#### Task prompt
Exclude the pictures and transcribe the rest of the data below exactly.
[[ Data extracts, beginning ]]
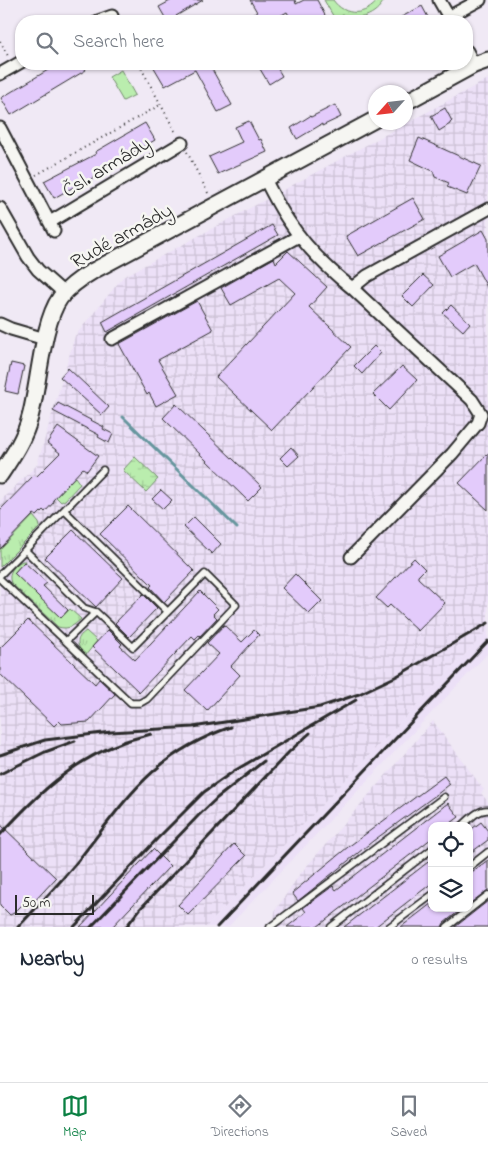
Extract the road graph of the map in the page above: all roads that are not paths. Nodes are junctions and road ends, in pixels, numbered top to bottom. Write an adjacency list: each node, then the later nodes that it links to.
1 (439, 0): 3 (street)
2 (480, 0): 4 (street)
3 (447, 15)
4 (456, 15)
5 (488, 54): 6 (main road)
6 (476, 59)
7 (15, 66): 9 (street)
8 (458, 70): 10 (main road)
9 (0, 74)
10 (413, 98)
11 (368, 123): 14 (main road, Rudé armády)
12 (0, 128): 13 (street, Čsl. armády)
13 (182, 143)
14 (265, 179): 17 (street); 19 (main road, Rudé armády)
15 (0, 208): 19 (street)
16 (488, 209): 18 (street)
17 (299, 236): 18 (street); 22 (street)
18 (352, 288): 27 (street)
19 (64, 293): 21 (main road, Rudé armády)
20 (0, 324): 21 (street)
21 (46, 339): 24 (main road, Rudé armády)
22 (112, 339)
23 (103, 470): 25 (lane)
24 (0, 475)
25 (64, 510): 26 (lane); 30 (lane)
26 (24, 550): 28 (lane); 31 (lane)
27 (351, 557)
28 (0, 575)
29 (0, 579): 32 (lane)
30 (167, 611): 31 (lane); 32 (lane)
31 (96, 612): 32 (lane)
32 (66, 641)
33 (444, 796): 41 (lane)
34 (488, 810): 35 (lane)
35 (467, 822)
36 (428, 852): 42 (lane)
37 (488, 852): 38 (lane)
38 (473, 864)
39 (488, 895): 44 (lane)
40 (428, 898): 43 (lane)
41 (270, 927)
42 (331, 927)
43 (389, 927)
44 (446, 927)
[[ Data extracts, end ]]
#### Solved exercise
Extract the road graph of the map in the page above: all roads that are not paths. Nodes are junctions and road ends, in pixels, numbered top to bottom. Write an adjacency list: each node, then the later nodes that it links to.
1 (439, 0): 3 (street)
2 (480, 0): 4 (street)
3 (447, 15)
4 (456, 15)
5 (488, 54): 6 (main road)
6 (476, 59)
7 (15, 66): 9 (street)
8 (458, 70): 10 (main road)
9 (0, 74)
10 (413, 98)
11 (368, 123): 14 (main road, Rudé armády)
12 (0, 128): 13 (street, Čsl. armády)
13 (182, 143)
14 (265, 179): 17 (street); 19 (main road, Rudé armády)
15 (0, 208): 19 (street)
16 (488, 209): 18 (street)
17 (299, 236): 18 (street); 22 (street)
18 (352, 288): 27 (street)
19 (64, 293): 21 (main road, Rudé armády)
20 (0, 324): 21 (street)
21 (46, 339): 24 (main road, Rudé armády)
22 (112, 339)
23 (103, 470): 25 (lane)
24 (0, 475)
25 (64, 510): 26 (lane); 30 (lane)
26 (24, 550): 28 (lane); 31 (lane)
27 (351, 557)
28 (0, 575)
29 (0, 579): 32 (lane)
30 (167, 611): 31 (lane); 32 (lane)
31 (96, 612): 32 (lane)
32 (66, 641)
33 (444, 796): 41 (lane)
34 (488, 810): 35 (lane)
35 (467, 822)
36 (428, 852): 42 (lane)
37 (488, 852): 38 (lane)
38 (473, 864)
39 (488, 895): 44 (lane)
40 (428, 898): 43 (lane)
41 (270, 927)
42 (331, 927)
43 (389, 927)
44 (446, 927)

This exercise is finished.